A complete and exact copy of the entries below is the expected result.

Stored items:
══════

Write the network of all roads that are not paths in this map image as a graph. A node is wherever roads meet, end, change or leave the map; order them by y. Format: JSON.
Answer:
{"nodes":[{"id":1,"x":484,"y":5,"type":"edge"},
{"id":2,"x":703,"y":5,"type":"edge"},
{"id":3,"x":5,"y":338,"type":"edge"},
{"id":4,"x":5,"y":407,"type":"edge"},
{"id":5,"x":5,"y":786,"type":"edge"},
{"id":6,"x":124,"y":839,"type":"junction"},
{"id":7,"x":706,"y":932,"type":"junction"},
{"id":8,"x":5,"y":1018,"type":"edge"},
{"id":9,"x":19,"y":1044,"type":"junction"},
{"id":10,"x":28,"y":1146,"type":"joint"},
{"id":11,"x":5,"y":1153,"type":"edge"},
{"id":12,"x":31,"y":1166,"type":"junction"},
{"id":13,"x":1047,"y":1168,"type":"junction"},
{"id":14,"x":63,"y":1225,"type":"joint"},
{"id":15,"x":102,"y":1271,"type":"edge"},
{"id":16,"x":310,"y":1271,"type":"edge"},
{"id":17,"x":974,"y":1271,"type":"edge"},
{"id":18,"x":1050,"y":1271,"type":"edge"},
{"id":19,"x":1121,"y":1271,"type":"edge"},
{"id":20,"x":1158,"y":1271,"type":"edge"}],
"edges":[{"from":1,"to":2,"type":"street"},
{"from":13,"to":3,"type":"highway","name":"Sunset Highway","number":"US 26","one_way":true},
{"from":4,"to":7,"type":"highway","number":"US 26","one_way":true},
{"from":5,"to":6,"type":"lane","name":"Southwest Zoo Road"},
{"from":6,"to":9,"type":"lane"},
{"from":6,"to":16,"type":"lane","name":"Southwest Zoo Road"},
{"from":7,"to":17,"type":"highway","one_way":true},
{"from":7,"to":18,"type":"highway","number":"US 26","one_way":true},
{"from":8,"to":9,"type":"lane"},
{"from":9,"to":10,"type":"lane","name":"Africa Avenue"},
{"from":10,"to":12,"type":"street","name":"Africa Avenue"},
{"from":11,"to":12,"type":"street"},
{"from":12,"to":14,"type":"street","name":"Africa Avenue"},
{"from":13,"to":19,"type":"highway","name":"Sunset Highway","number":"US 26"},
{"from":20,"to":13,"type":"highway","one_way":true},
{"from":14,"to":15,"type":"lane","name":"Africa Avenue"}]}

══════

RESULT FOR THIS TASK:
Write the network of all roads that are not paths in this map image as a graph. A node is wherever roads meet, end, change or leave the map; order them by y. Format: JSON.
Answer:
{"nodes":[{"id":1,"x":484,"y":5,"type":"edge"},
{"id":2,"x":703,"y":5,"type":"edge"},
{"id":3,"x":5,"y":338,"type":"edge"},
{"id":4,"x":5,"y":407,"type":"edge"},
{"id":5,"x":5,"y":786,"type":"edge"},
{"id":6,"x":124,"y":839,"type":"junction"},
{"id":7,"x":706,"y":932,"type":"junction"},
{"id":8,"x":5,"y":1018,"type":"edge"},
{"id":9,"x":19,"y":1044,"type":"junction"},
{"id":10,"x":28,"y":1146,"type":"joint"},
{"id":11,"x":5,"y":1153,"type":"edge"},
{"id":12,"x":31,"y":1166,"type":"junction"},
{"id":13,"x":1047,"y":1168,"type":"junction"},
{"id":14,"x":63,"y":1225,"type":"joint"},
{"id":15,"x":102,"y":1271,"type":"edge"},
{"id":16,"x":310,"y":1271,"type":"edge"},
{"id":17,"x":974,"y":1271,"type":"edge"},
{"id":18,"x":1050,"y":1271,"type":"edge"},
{"id":19,"x":1121,"y":1271,"type":"edge"},
{"id":20,"x":1158,"y":1271,"type":"edge"}],
"edges":[{"from":1,"to":2,"type":"street"},
{"from":13,"to":3,"type":"highway","name":"Sunset Highway","number":"US 26","one_way":true},
{"from":4,"to":7,"type":"highway","number":"US 26","one_way":true},
{"from":5,"to":6,"type":"lane","name":"Southwest Zoo Road"},
{"from":6,"to":9,"type":"lane"},
{"from":6,"to":16,"type":"lane","name":"Southwest Zoo Road"},
{"from":7,"to":17,"type":"highway","one_way":true},
{"from":7,"to":18,"type":"highway","number":"US 26","one_way":true},
{"from":8,"to":9,"type":"lane"},
{"from":9,"to":10,"type":"lane","name":"Africa Avenue"},
{"from":10,"to":12,"type":"street","name":"Africa Avenue"},
{"from":11,"to":12,"type":"street"},
{"from":12,"to":14,"type":"street","name":"Africa Avenue"},
{"from":13,"to":19,"type":"highway","name":"Sunset Highway","number":"US 26"},
{"from":20,"to":13,"type":"highway","one_way":true},
{"from":14,"to":15,"type":"lane","name":"Africa Avenue"}]}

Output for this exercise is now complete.